Our findings have important practical implications for healthcare organizations and for clinicians working with BC women. Our results recommend a baseline psychological screening for these patients: even if common evaluations (such as anxiety and depression) might result appropriate, it could be useful to explore RTW expectations since they can be barriers to the complex process of work reintegration after illness. Indeed, when there are positive expectancies on RTW at baseline, it may be possible that women are more likely to RTW 6-month after surgery and to cope with barriers and stressors related to the work reintergration process. As a matter of fact, the psychologist can help clinicians evaluating and monitoring the course of these expectations during the path. BC women who are hesitant in RTW may benefit from psychological support, specifically on reinforcing self-image as a workable woman when dealing with rehabilitation. Furthermore, patients treated with chemotherapy should be monitored carefully since they are at high risk for not returning to work.

Lastly, government policy should support this specific group of employees by means of legislation (e.g., inclusion policies) promoting return to work and providing vocational rehabilitation. Indeed, despite the urgency of the sick leave problem and the need for investment in the sustainable and employability of workers, such investments are still scarce (Beekman Citation2023).

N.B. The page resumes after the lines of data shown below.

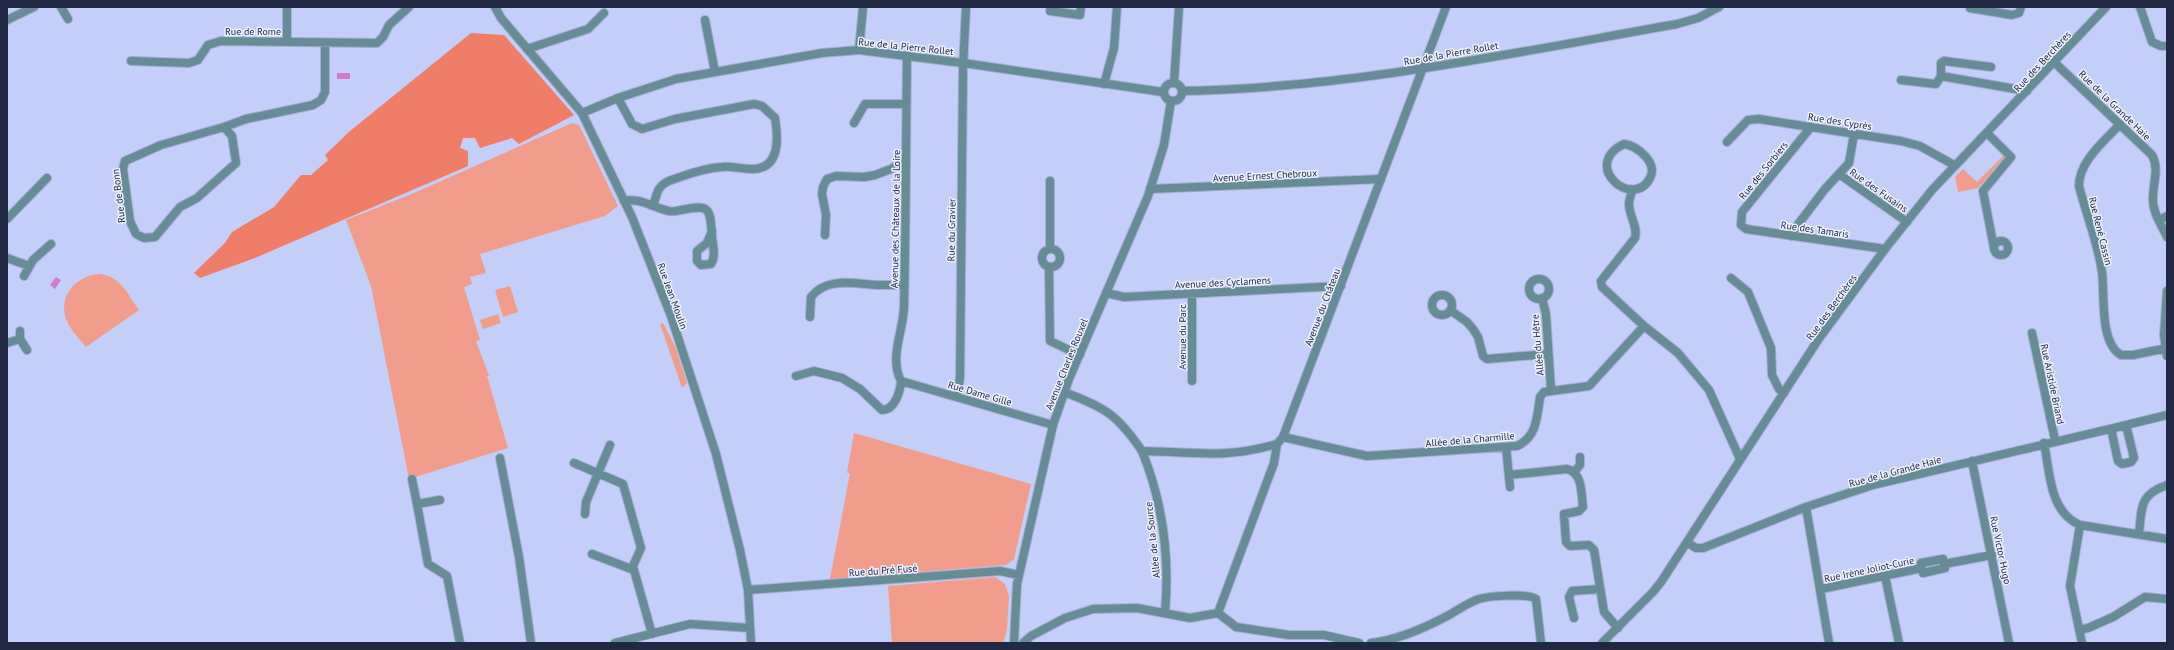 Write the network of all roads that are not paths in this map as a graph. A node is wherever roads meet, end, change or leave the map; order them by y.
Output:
1 (34, 7) edge
2 (60, 7) edge
3 (288, 7) edge
4 (409, 7) edge
5 (496, 7) edge
6 (863, 7) edge
7 (966, 7) edge
8 (1051, 7) edge
9 (1081, 7) edge
10 (1117, 7) edge
11 (1179, 7) edge
12 (1446, 7) edge
13 (1719, 7) edge
14 (2021, 7) edge
15 (2106, 7) edge
16 (2140, 7) edge
17 (1970, 8) edge
18 (604, 13) dead end
19 (68, 18) dead end
20 (7, 20) edge
21 (705, 20) dead end
22 (287, 41) junction
23 (325, 43) junction
24 (2167, 46) edge
25 (527, 49) junction
26 (859, 50) junction
27 (907, 55) junction
28 (131, 61) dead end
29 (2054, 62) junction
30 (963, 63) junction
31 (1991, 66) dead end
32 (1423, 68) junction
33 (715, 72) junction
34 (1940, 76) junction
35 (1901, 80) dead end
36 (1174, 83) junction
37 (1104, 84) junction
38 (1182, 91) junction
39 (2027, 91) junction
40 (1163, 92) junction
41 (618, 98) junction
42 (1171, 101) junction
43 (906, 104) junction
44 (582, 113) junction
45 (2118, 120) junction
46 (854, 122) dead end
47 (224, 127) junction
48 (1811, 127) junction
49 (1987, 132) junction
50 (1854, 134) junction
51 (1727, 142) dead end
52 (906, 159) junction
53 (1954, 165) junction
54 (1839, 174) junction
55 (47, 178) dead end
56 (1381, 179) junction
57 (1050, 181) dead end
58 (1150, 190) junction
59 (1632, 191) junction
60 (624, 201) junction
61 (653, 206) junction
62 (2167, 216) edge
63 (7, 219) edge
64 (2159, 220) junction
65 (1907, 222) junction
66 (1743, 228) joint
67 (712, 231) dead end
68 (825, 235) dead end
69 (1792, 236) junction
70 (2167, 236) edge
71 (51, 244) dead end
72 (1994, 248) dead end
73 (1050, 249) junction
74 (1885, 249) junction
75 (7, 258) edge
76 (29, 266) junction
77 (1049, 267) junction
78 (24, 276) dead end
79 (1731, 278) dead end
80 (904, 285) junction
81 (1341, 286) junction
82 (2167, 291) edge
83 (1106, 293) junction
84 (1192, 293) junction
85 (1542, 298) dead end
86 (1450, 310) dead end
87 (810, 317) dead end
88 (1644, 326) junction
89 (2032, 333) dead end
90 (7, 343) edge
91 (26, 350) dead end
92 (2166, 351) edge
93 (1548, 354) junction
94 (1080, 355) junction
95 (796, 376) dead end
96 (901, 381) junction
97 (1192, 381) dead end
98 (1551, 390) junction
99 (1064, 392) junction
100 (1784, 393) junction
101 (957, 397) junction
102 (2167, 415) edge
103 (1053, 425) junction
104 (1283, 436) junction
105 (2055, 440) junction
106 (2044, 443) junction
107 (1277, 444) junction
108 (610, 445) dead end
109 (1506, 447) junction
110 (1142, 451) junction
111 (1580, 457) dead end
112 (500, 458) dead end
113 (1740, 459) junction
114 (1972, 461) junction
115 (574, 463) dead end
116 (1575, 471) junction
117 (598, 473) junction
118 (1509, 475) junction
119 (412, 479) dead end
120 (2167, 485) edge
121 (1510, 487) dead end
122 (440, 500) dead end
123 (417, 504) junction
124 (1806, 507) junction
125 (585, 514) dead end
126 (2080, 525) junction
127 (2139, 534) junction
128 (2167, 539) edge
129 (1688, 543) junction
130 (592, 554) dead end
131 (1992, 555) junction
132 (634, 570) junction
133 (1019, 575) junction
134 (1885, 576) junction
135 (1600, 589) junction
136 (748, 590) junction
137 (1821, 590) junction
138 (2167, 599) edge
139 (1165, 612) junction
140 (1218, 613) junction
141 (1574, 618) dead end
142 (750, 628) junction
143 (1618, 628) junction
144 (2079, 630) junction
145 (652, 634) junction
146 (460, 643) edge
147 (531, 643) edge
148 (615, 643) edge
149 (751, 643) edge
150 (1014, 643) edge
151 (1023, 643) edge
152 (1359, 643) edge
153 (1371, 643) edge
154 (1541, 643) edge
155 (1602, 643) edge
156 (1829, 643) edge
157 (1900, 643) edge
158 (2009, 643) edge
159 (2082, 643) edge

1 - 20 street
2 - 19 street
3 - 22 street, Rue de Rome
4 - 23 street, Rue de Rome
5 - 25 street, Rue Jean Moulin
6 - 26 street
7 - 30 street, Rue du Gravier
8 - 9 street
10 - 37 street
11 - 36 street
12 - 32 street, Avenue du Château
13 - 32 street, Rue de la Pierre Rollet
14 - 17 street
15 - 29 street, Rue des Berchères
16 - 24 street
18 - 25 street
21 - 33 street
22 - 23 street, Rue de Rome
22 - 28 street, Rue de Rome
23 - 47 street, Rue de Bonn
25 - 44 street, Rue Jean Moulin
26 - 27 street, Rue de la Pierre Rollet
26 - 33 street, Rue de la Pierre Rollet
27 - 30 street, Rue de la Pierre Rollet
27 - 43 street, Avenue des Châteaux de la Loire
29 - 39 street, Rue des Berchères
29 - 45 street, Rue de la Grande Haie
30 - 37 street, Rue de la Pierre Rollet
30 - 101 street, Rue du Gravier
31 - 34 street
32 - 38 street, Rue de la Pierre Rollet
32 - 56 street, Avenue du Château
33 - 41 street, Rue de la Pierre Rollet
34 - 35 street
34 - 39 street
36 - 38 street
36 - 40 street
37 - 40 street, Rue de la Pierre Rollet
38 - 42 street
39 - 49 street, Rue des Berchères
40 - 42 street
41 - 44 street, Rue de la Pierre Rollet
41 - 61 street
42 - 58 street, Avenue Charles Rouxel
43 - 46 street
43 - 52 street, Avenue des Châteaux de la Loire
44 - 60 street, Rue Jean Moulin
45 - 64 street, Rue de la Grande Haie
45 - 92 street, Rue René Cassin
47 - 47 street, Rue de Bonn
48 - 50 street, Rue des Cyprès
48 - 51 street, Rue des Cyprès
48 - 66 street, Rue des Sorbiers
49 - 53 street, Rue des Berchères
49 - 72 street
50 - 53 street, Rue des Cyprès
50 - 54 street
52 - 68 street
52 - 80 street, Avenue des Châteaux de la Loire
53 - 65 street, Rue des Berchères
54 - 65 street, Rue des Fusains
54 - 69 street
55 - 63 street
56 - 58 street, Avenue Ernest Chebroux
56 - 81 street, Avenue du Château
57 - 73 street
58 - 83 street, Avenue Charles Rouxel
59 - 59 street
59 - 88 street
60 - 61 street
60 - 136 street, Rue Jean Moulin
61 - 67 street
62 - 64 street
64 - 70 street, Rue de la Grande Haie
65 - 74 street, Rue des Berchères
66 - 69 street, Rue des Tamaris
69 - 74 street, Rue des Tamaris
71 - 76 street
73 - 77 street
73 - 77 street
74 - 100 street, Rue des Berchères
75 - 76 street
76 - 78 street
77 - 94 street
79 - 100 street
80 - 87 street
80 - 96 street, Avenue des Châteaux de la Loire
81 - 84 street, Avenue des Cyclamens
81 - 104 street, Avenue du Château
82 - 92 street
83 - 84 street, Avenue des Cyclamens
83 - 94 street, Avenue Charles Rouxel
84 - 97 street, Avenue du Parc
85 - 93 street, Allée du Hêtre
86 - 93 street
88 - 98 street
88 - 113 street
89 - 105 street, Rue Aristide Briand
90 - 91 street
93 - 98 street, Allée du Hêtre
94 - 99 street, Avenue Charles Rouxel
95 - 96 street
96 - 101 street, Rue Dame Gille
98 - 109 street, Allée de la Charmille
99 - 103 street, Avenue Charles Rouxel
99 - 110 street, Allée de la Source
100 - 113 street, Rue des Berchères
101 - 103 street, Rue Dame Gille
102 - 105 street, Rue de la Grande Haie
103 - 133 street, Avenue Charles Rouxel
104 - 107 street, Avenue du Château
104 - 109 street, Allée de la Charmille
105 - 106 street, Rue de la Grande Haie
106 - 114 street, Rue de la Grande Haie
106 - 126 street
107 - 110 street
107 - 140 street, Avenue du Château
108 - 117 street
109 - 118 street
110 - 139 street, Allée de la Source
111 - 116 street
112 - 147 street
113 - 129 street, Rue des Berchères
114 - 124 street, Rue de la Grande Haie
114 - 131 street, Rue Victor Hugo
115 - 117 street
116 - 118 street
116 - 135 street
117 - 125 street
117 - 132 street
118 - 121 street
119 - 123 street
120 - 127 street
122 - 123 street
123 - 146 street
124 - 129 street, Rue de la Grande Haie
124 - 137 street
126 - 127 street
126 - 144 street
127 - 128 street
129 - 143 street, Rue des Berchères
130 - 132 street
131 - 134 street, Rue Irène Joliot-Curie
131 - 158 street, Rue Victor Hugo
132 - 145 street
133 - 136 street, Rue du Pré Fusé
133 - 150 street, Avenue Charles Rouxel
134 - 137 street, Rue Irène Joliot-Curie
134 - 157 street
135 - 141 street
135 - 143 street
136 - 142 street, Rue Jean Moulin
137 - 156 street
138 - 144 street
139 - 140 street
139 - 151 street
140 - 152 street
142 - 145 street
142 - 149 street, Rue Jean Moulin
143 - 155 street, Rue des Berchères
144 - 159 street
145 - 148 street
153 - 154 street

Future studies should be multi-factorial and informed by these findings, addressing the diverse aspects influencing RTW reported by breast cancer survivors themselves, but also including perspectives of other potential stakeholders (i.e., employers, colleagues, psychologists, and rehabilitation teams) for planning timely interventions to prevent work disability. Additionaly, future directions should be focused on a sustainable long-term returning to work, which means pay attention to the longer RTW process rather than a state of being back at work in the short-term. RTW is often studied in a generalized matter, mainly focusing on the type of illness (e.g., cancer, musculoskeletal diseases, etc.) but the process is complex and diverse and it is strongly influenced by contextual and psychological factors; future studies are needed to use a more specific and tailored approach (Beekman Citation2023).

Acknowledgement

This work was partially supported through the Ricerca Corrente funding of the Italian Ministry of Health.

Disclosure statement

No potential conflict of interest was reported by the author(s).